Research Question

Part of QA in the Age of AI-Accelerated Development. Pre-requisite: Lifecycle drift.

In the previous pages, both debts emerge at the generation point, and the pre-AI compensation layer turns into ratification rather than correction. The shape of any solution depends on the asymmetry between the two debts.

The two debts are not equally non-negotiable.

Intent is absolute. Without the “why”, you cannot define success, assess the product, or decide what to build next. Lose the intent and you are not building a product; you are just generating code. Intent debt manifests not when things break, but when decisions need to be made, and at that point, no amount of comprehension can compensate for not knowing why the system exists.

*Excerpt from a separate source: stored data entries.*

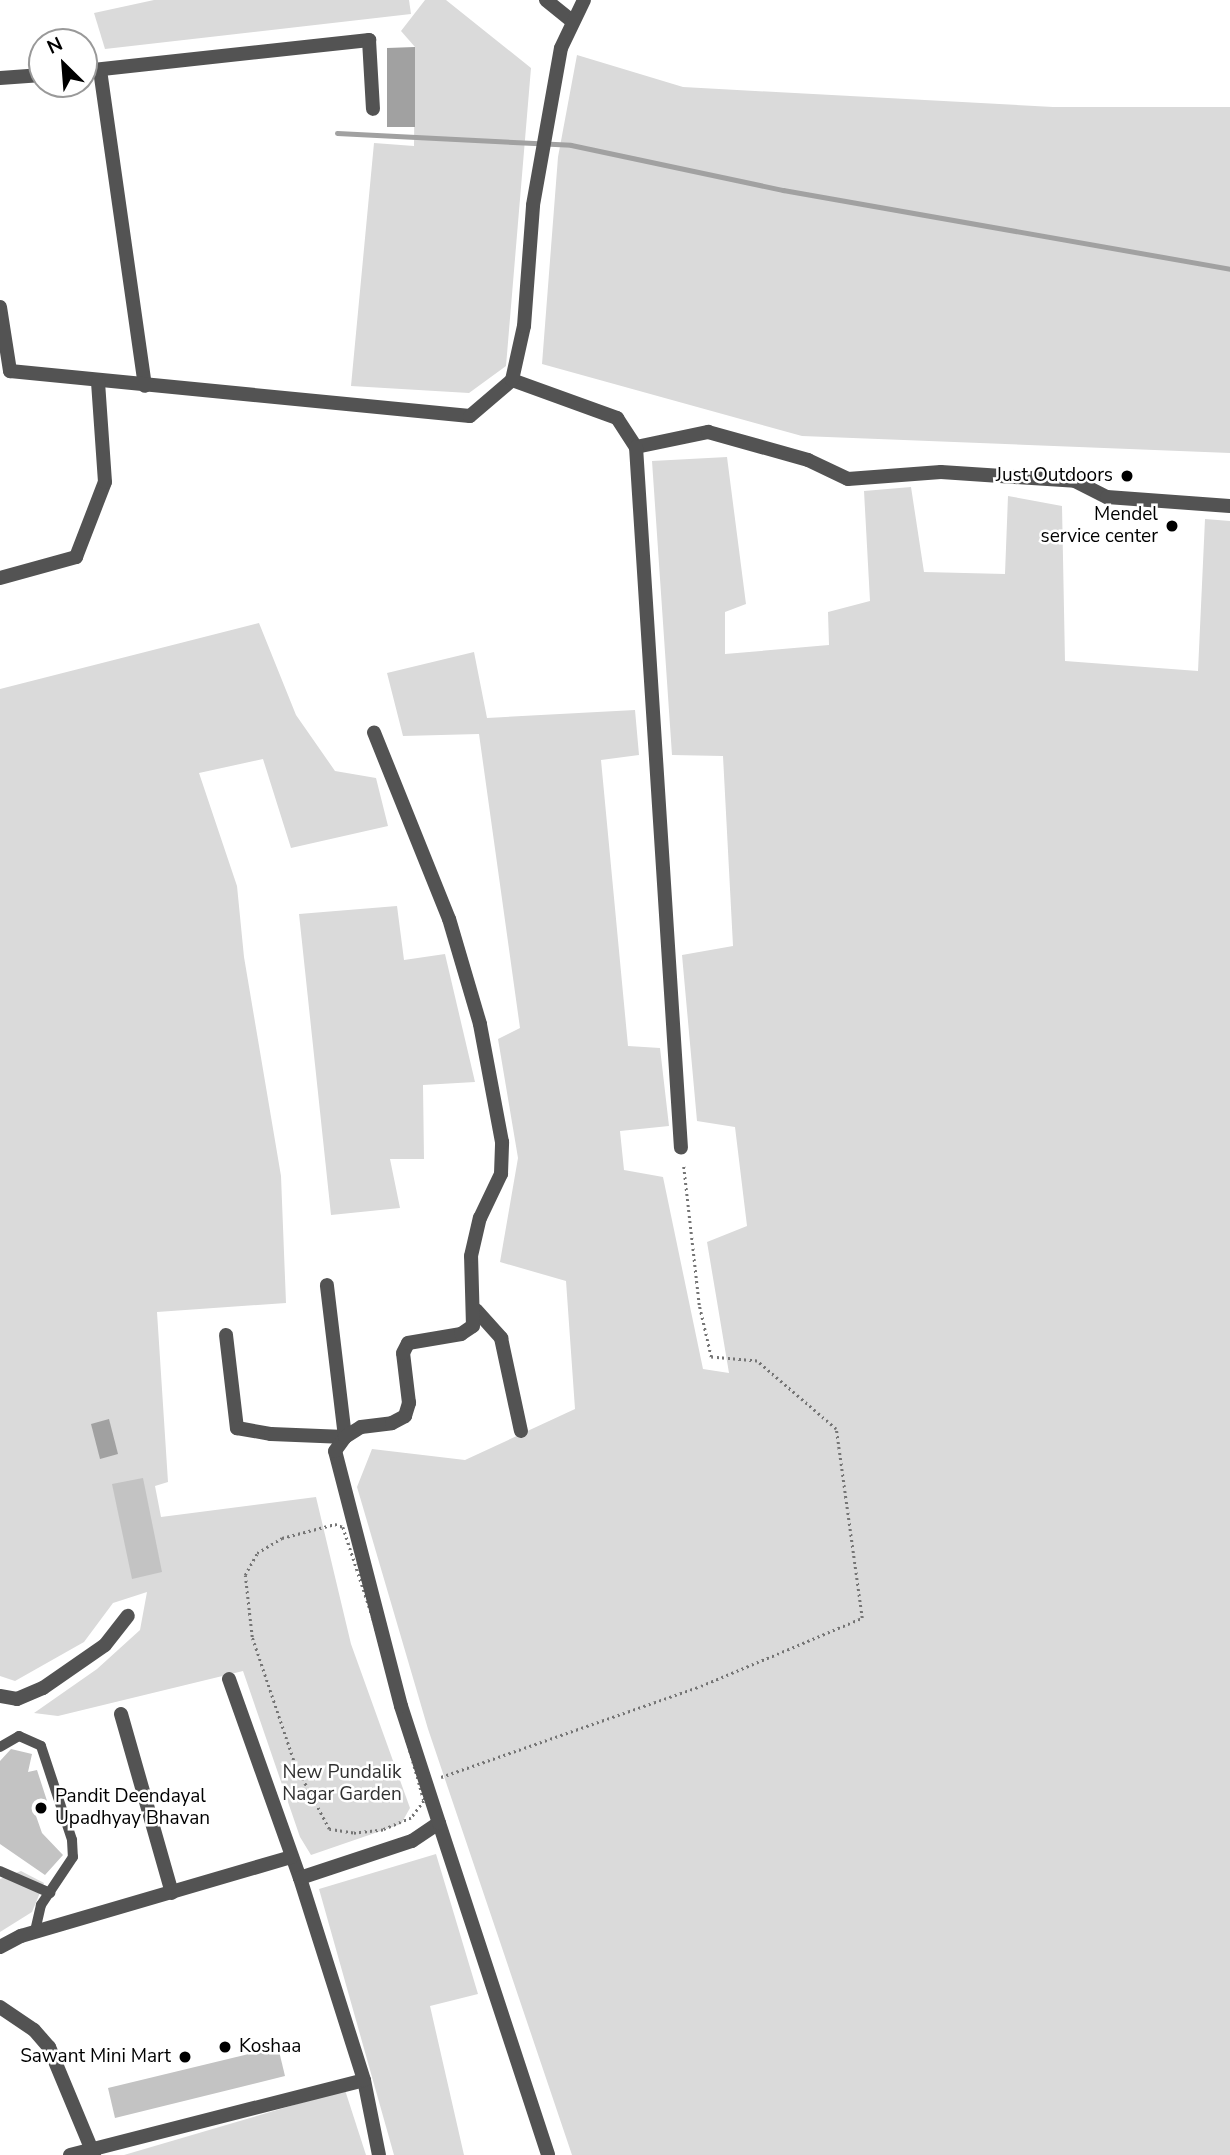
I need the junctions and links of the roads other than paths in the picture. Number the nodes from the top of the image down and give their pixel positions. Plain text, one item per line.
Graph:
1 (546, 0) edge
2 (583, 0) edge
3 (572, 21) junction
4 (100, 70) joint
5 (28, 76) edge
6 (0, 78) edge
7 (373, 109) dead end
8 (0, 307) edge
9 (512, 380) junction
10 (98, 382) junction
11 (145, 386) junction
12 (636, 447) junction
13 (1230, 506) edge
14 (0, 578) edge
15 (374, 732) dead end
16 (681, 1148) road end
17 (327, 1285) dead end
18 (476, 1310) junction
19 (226, 1335) dead end
20 (521, 1432) dead end
21 (345, 1437) junction
22 (128, 1616) dead end
23 (229, 1679) dead end
24 (0, 1696) edge
25 (121, 1714) dead end
26 (0, 1747) edge
27 (439, 1823) junction
28 (292, 1857) junction
29 (0, 1871) edge
30 (300, 1878) junction
31 (50, 1893) junction
32 (172, 1893) junction
33 (35, 1932) junction
34 (0, 1947) edge
35 (0, 2007) edge
36 (364, 2080) junction
37 (93, 2151) edge
38 (69, 2155) edge
39 (379, 2155) edge
40 (548, 2155) edge

1 - 3 street
2 - 3 street
3 - 9 street
4 - 7 street
4 - 11 street
5 - 6 street
8 - 10 street
9 - 11 street
9 - 12 street
10 - 11 street
10 - 14 street
12 - 13 street
12 - 16 street
15 - 18 street
17 - 21 street
18 - 20 street
18 - 21 street
19 - 21 street
21 - 27 street
22 - 24 street
23 - 28 street
25 - 32 street
26 - 31 lane
27 - 30 street
27 - 40 street
28 - 30 street
28 - 32 street
29 - 31 lane
30 - 36 street
31 - 33 lane
32 - 33 street
33 - 34 street
35 - 37 street
36 - 37 street
36 - 39 street
37 - 38 street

Comprehension is conditional. You need enough of it to supervise (catch when agents go wrong), intervene (debug when things break), and evolve (make architectural decisions about the system’s future). But you might not need line-by-line understanding of generated code, or the level of comprehension you would have if you wrote it yourself. Practical experience with AI-assisted pairing (where a domain expert and an engineer collaborate while delegating implementation to an agent) suggests that teams can operate with partial comprehension and full intent, provided the right collaboration structures are in place.

A worked example. Consider a payment refund flow.

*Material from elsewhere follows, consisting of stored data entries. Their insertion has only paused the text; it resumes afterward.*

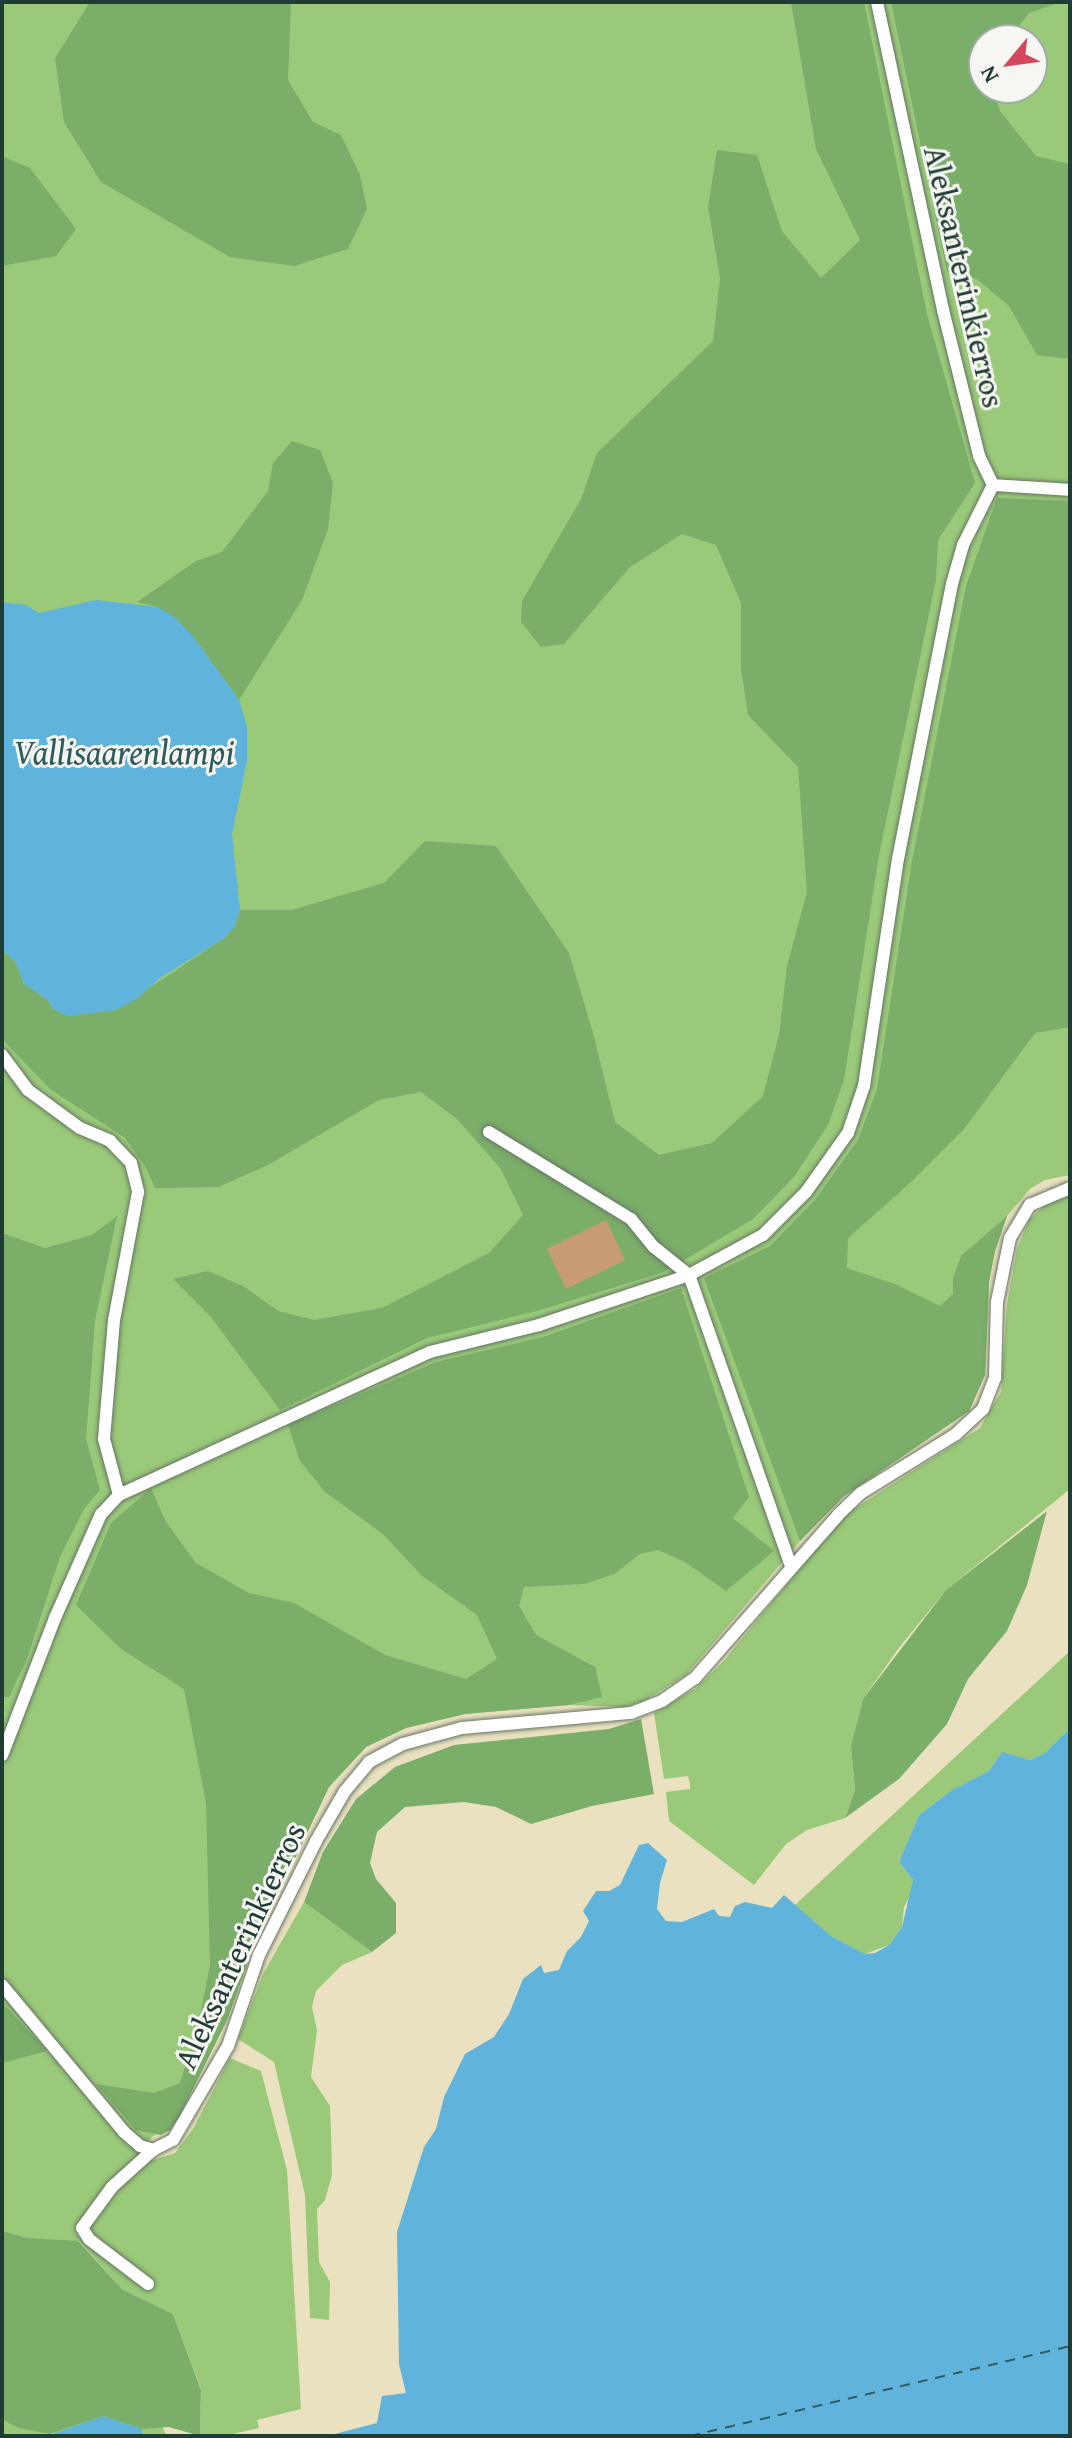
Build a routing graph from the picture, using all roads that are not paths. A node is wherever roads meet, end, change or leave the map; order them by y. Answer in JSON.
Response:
{"nodes":[{"id":1,"x":877,"y":2,"type":"edge"},
{"id":2,"x":993,"y":485,"type":"junction"},
{"id":3,"x":1070,"y":490,"type":"edge"},
{"id":4,"x":2,"y":1055,"type":"edge"},
{"id":5,"x":489,"y":1132,"type":"dead end"},
{"id":6,"x":1070,"y":1188,"type":"edge"},
{"id":7,"x":689,"y":1275,"type":"junction"},
{"id":8,"x":119,"y":1495,"type":"junction"},
{"id":9,"x":791,"y":1567,"type":"junction"},
{"id":10,"x":2,"y":1755,"type":"edge"},
{"id":11,"x":2,"y":1985,"type":"edge"},
{"id":12,"x":153,"y":2150,"type":"junction"},
{"id":13,"x":148,"y":2284,"type":"dead end"}],
"edges":[{"from":1,"to":2,"type":"lane","name":"Aleksanterinkierros"},
{"from":2,"to":3,"type":"lane"},
{"from":2,"to":7,"type":"lane"},
{"from":4,"to":8,"type":"lane"},
{"from":5,"to":7,"type":"lane"},
{"from":6,"to":9,"type":"lane","name":"Aleksanterinkierros"},
{"from":7,"to":8,"type":"lane"},
{"from":7,"to":9,"type":"lane"},
{"from":8,"to":10,"type":"lane"},
{"from":9,"to":12,"type":"lane","name":"Aleksanterinkierros"},
{"from":11,"to":12,"type":"lane"},
{"from":12,"to":13,"type":"lane","name":"Aleksanterinkierros"}]}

Scenario A: full intent, degraded comprehension. The team knows the refund policy precisely. Refunds over $500 require manager approval. Fraud cases bypass the manager and route to legal. Partial refunds for subscription disputes prorate to the day. The implementation was generated by an agent six months ago, and no one on the current team has read the code in detail. A bug surfaces: a customer was refunded twice. The team re-runs the flow with logging, compares actual behaviour to the policy they understand, decides whether the fix is “patch this branch” or “redesign the deduplication”. They debug slowly, but they recover. The product still does the right thing for new customers in the meantime, because the intent is intact and the team can supervise.

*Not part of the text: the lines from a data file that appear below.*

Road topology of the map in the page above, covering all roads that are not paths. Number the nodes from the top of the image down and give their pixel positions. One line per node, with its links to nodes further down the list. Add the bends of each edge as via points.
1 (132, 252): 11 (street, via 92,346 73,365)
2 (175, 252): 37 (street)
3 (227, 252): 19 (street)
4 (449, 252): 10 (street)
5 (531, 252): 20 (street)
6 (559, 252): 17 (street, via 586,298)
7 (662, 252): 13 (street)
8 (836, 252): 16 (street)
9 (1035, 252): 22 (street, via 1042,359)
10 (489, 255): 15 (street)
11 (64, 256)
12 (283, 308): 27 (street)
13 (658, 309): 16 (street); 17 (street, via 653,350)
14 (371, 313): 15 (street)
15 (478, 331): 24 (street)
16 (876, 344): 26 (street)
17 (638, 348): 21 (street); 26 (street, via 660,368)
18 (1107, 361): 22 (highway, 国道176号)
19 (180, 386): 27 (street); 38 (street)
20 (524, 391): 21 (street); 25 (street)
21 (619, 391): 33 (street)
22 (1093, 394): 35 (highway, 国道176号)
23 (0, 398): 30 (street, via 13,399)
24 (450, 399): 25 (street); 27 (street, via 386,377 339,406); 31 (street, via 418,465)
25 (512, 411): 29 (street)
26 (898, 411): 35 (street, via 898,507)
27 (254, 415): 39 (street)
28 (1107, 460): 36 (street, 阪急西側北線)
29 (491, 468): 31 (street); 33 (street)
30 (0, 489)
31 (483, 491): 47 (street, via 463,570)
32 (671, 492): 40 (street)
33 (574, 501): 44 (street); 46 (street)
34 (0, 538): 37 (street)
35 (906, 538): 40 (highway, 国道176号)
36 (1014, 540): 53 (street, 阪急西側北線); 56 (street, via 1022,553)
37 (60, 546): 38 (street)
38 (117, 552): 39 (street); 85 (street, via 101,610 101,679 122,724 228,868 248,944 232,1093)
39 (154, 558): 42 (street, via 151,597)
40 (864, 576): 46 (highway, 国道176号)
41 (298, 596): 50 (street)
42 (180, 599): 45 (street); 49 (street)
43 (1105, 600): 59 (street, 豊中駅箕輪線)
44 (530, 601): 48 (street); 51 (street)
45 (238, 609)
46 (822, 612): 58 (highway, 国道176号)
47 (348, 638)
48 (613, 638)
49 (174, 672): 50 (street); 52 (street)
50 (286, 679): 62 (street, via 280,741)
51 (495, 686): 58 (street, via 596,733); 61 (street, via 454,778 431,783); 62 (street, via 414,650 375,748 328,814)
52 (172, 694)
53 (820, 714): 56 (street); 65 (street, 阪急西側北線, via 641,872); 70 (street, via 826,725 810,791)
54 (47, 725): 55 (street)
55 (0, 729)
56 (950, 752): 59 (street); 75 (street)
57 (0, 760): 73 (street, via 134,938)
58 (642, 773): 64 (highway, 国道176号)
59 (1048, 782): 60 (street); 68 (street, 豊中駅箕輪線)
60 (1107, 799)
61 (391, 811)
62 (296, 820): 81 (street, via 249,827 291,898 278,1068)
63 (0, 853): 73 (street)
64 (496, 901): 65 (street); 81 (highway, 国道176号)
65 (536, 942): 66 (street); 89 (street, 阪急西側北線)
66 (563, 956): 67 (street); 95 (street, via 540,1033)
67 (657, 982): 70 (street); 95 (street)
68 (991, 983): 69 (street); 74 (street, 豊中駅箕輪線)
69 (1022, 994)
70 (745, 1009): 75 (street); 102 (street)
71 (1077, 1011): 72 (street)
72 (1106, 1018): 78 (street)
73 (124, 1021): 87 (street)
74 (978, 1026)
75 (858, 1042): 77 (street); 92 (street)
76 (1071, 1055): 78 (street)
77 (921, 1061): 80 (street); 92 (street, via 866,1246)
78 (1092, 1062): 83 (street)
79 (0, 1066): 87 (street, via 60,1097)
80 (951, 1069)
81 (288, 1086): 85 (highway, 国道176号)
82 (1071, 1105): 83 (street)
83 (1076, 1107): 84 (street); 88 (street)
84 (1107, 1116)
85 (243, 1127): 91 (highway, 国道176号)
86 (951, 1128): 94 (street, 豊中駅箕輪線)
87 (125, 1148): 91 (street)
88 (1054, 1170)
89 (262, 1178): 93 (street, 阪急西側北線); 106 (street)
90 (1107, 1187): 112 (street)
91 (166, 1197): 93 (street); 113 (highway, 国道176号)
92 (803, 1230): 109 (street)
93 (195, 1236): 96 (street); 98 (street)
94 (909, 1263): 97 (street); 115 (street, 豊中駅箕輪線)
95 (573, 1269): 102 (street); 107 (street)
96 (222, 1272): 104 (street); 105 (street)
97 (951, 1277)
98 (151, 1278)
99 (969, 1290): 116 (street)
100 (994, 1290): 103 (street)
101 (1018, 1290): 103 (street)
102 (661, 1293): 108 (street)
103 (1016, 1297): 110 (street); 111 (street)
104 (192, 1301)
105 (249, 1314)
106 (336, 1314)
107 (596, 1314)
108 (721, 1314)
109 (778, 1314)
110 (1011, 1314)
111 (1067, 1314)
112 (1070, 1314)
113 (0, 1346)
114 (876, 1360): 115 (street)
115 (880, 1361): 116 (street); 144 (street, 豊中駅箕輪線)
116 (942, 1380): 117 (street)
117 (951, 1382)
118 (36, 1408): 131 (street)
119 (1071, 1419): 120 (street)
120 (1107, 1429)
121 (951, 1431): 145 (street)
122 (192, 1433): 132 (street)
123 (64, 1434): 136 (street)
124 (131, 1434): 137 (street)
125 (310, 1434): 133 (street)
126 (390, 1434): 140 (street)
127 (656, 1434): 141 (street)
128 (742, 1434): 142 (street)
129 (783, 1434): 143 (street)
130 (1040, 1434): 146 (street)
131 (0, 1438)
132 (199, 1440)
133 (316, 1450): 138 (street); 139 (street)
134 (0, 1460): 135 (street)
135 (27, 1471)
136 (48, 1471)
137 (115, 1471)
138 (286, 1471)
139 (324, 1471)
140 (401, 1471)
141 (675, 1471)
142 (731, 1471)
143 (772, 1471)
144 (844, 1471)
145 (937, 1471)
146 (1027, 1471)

Scenario B: full comprehension, fuzzy intent. Same codebase, two years later. The team that made the original decisions has rotated out. The A/B test records are gone. The compliance document that cited the $500 threshold has been superseded. The current team has read every line and understands the implementation perfectly. What they have lost is why some branches exist. Why does the fraud-case refund bypass the manager? Was that a compliance requirement, an old ops decision, or a hack from an A/B test that was never cleaned up? Why does the partial refund prorate to the day rather than the hour? Does anyone still need that, or was it for a customer who left two years ago? The team cannot answer “is this still doing the right thing?” without intent. They cannot decide whether to keep, refactor, or remove. They cannot evaluate whether new requirements (a regulatory change, a product redesign) are compatible with what is already there. The codebase becomes a museum of decisions whose context is gone.

Degraded comprehension is a cost of speed and risk. Debugging is slower, regressions more likely, but the system continues to function and decisions remain possible. Lost intent is a cost of direction. You do not know whether to keep, change, or rebuild. The first is recoverable. The second compounds.

When agents produce the code, how much comprehension the human team needs depends on two things: how reliable the agent is (how often it produces subtly wrong code the team must catch) and how well intent is preserved in artifacts the team can consult rather than re-derive from code. If intent is well-preserved and agents are highly reliable, the team needs less comprehension. If agents are unreliable or intent is fuzzy, the team needs more.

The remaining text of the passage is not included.